Spoofing-Aware Speaker Verification
This project provide three ways to realize Sooofing-aware Speaker Verification system. Score Fusion, embedding fusion and muti-task learning.
It takes PLDA backend as classifier, in this way. Unsupervised domain adaptation and supervised domain adaptation were applied in score fusion method to improve the speaker verification performance. It needs kaldi and asv-subtools. When using pretrained model of ECAPA-TDNN and LIP-Reg adaptation, it gets Speaker Verification EER 1.47%. Countermeasure score produced by Wav2Vec-AASIST EER was 0.20%. The sasv score is the sum of asv score cm score produced by sigmoid function. The finald results on eval set is SASV: 1.06%, SV: 1.53%, SPF: 0.64%.

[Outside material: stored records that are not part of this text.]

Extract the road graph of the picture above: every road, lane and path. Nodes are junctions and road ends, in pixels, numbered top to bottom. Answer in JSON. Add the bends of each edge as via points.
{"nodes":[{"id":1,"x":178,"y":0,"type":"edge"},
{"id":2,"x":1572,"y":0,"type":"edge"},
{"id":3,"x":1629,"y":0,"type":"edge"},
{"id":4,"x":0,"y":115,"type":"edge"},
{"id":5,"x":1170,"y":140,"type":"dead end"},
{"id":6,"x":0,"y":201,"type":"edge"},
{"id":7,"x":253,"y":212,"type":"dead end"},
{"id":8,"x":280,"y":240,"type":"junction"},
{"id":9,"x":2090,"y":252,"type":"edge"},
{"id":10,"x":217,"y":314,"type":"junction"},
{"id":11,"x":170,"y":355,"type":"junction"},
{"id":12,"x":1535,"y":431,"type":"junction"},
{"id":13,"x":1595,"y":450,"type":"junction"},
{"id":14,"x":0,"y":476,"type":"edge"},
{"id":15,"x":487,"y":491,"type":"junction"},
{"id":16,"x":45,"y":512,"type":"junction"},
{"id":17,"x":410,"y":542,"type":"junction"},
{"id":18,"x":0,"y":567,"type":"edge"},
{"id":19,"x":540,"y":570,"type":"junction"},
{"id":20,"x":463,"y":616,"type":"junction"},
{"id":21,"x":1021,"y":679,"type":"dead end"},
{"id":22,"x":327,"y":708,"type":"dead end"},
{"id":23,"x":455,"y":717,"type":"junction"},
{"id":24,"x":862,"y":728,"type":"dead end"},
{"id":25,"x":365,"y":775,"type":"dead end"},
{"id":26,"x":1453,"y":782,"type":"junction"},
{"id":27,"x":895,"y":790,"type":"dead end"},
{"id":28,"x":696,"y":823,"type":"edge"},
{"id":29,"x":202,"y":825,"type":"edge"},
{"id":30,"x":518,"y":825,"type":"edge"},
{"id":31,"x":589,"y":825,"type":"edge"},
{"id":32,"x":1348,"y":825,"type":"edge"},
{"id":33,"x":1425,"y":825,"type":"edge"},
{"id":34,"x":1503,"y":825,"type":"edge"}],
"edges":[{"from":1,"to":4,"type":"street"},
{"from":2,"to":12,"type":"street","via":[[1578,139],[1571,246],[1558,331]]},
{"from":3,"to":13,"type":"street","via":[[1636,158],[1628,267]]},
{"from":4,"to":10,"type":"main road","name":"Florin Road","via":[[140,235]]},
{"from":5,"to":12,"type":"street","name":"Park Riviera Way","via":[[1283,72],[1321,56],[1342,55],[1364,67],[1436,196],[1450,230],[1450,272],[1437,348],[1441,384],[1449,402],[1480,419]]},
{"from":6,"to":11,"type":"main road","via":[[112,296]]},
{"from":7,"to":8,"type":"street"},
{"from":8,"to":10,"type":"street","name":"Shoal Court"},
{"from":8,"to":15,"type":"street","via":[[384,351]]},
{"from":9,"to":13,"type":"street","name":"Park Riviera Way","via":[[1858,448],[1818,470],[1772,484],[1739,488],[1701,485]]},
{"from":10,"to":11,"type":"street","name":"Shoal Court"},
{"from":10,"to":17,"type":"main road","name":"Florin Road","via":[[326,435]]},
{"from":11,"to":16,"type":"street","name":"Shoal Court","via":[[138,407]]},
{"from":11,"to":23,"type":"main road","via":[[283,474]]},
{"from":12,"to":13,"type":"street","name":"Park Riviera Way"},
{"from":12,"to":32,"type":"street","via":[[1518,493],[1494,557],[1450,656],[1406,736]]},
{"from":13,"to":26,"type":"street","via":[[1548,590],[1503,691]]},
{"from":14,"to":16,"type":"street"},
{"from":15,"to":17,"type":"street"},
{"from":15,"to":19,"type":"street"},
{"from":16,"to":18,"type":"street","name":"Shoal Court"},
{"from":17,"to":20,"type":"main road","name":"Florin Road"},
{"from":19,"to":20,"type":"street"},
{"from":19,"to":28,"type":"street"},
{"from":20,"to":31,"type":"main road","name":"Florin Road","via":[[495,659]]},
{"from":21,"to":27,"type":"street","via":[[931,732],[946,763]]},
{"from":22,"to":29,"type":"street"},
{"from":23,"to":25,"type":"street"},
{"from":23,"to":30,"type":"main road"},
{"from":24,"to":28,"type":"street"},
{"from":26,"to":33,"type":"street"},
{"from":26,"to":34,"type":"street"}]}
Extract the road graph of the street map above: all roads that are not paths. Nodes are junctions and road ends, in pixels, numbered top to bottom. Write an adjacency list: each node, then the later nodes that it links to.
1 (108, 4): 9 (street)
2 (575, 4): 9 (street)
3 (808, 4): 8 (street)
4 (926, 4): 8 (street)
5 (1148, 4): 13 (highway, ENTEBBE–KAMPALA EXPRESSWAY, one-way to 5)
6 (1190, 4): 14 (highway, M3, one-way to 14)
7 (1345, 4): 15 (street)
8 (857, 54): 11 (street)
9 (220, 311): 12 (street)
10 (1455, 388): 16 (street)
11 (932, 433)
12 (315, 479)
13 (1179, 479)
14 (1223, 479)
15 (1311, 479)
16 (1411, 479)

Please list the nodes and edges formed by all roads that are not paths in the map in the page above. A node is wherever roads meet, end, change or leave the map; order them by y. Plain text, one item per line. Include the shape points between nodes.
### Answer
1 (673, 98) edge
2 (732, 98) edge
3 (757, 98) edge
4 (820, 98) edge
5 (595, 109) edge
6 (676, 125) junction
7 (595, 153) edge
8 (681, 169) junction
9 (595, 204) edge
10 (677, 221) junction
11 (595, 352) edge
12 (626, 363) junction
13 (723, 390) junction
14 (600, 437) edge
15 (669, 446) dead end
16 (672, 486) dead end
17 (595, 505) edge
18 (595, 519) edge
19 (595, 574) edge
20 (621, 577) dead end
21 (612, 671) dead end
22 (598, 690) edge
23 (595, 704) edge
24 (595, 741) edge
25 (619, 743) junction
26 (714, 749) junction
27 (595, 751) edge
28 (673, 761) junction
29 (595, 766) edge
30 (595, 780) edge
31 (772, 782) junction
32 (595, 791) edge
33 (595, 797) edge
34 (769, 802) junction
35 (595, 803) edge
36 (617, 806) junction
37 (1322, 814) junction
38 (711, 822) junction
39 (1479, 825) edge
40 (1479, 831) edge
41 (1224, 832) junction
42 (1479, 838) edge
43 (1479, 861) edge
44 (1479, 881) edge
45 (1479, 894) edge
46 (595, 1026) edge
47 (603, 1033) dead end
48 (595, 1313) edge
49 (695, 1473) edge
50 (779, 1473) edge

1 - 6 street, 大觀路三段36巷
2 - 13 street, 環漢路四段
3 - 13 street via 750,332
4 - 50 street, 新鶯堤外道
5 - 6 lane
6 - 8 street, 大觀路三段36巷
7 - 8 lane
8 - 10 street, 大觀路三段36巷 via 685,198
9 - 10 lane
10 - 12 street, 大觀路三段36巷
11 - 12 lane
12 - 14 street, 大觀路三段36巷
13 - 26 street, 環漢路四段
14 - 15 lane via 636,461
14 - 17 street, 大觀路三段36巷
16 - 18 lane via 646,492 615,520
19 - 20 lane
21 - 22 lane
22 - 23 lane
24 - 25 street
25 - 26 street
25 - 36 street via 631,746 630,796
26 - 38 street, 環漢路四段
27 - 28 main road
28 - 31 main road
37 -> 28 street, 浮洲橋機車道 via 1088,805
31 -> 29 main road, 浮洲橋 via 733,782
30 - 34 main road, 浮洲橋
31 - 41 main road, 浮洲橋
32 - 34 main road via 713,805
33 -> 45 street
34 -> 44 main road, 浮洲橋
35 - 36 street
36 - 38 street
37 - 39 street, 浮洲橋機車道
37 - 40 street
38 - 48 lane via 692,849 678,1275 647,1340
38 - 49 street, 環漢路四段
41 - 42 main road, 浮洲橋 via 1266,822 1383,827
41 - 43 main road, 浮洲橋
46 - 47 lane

Using Conv1D layer and SEModule to train a SASV model using embeddings from pre-trained asv system and countermeature system. It get results of SASV: 0.96% SV: 1.24% SPF: 0.68% on SASV eval set.
In this method, i used a pretrained asv system and Attentive statistic pooling layers and backend to build a SASV model. In this way, speechbrain toolkit is needed. SASV: 3.24% SV: 3.99% SPF: 1.64% on eval set.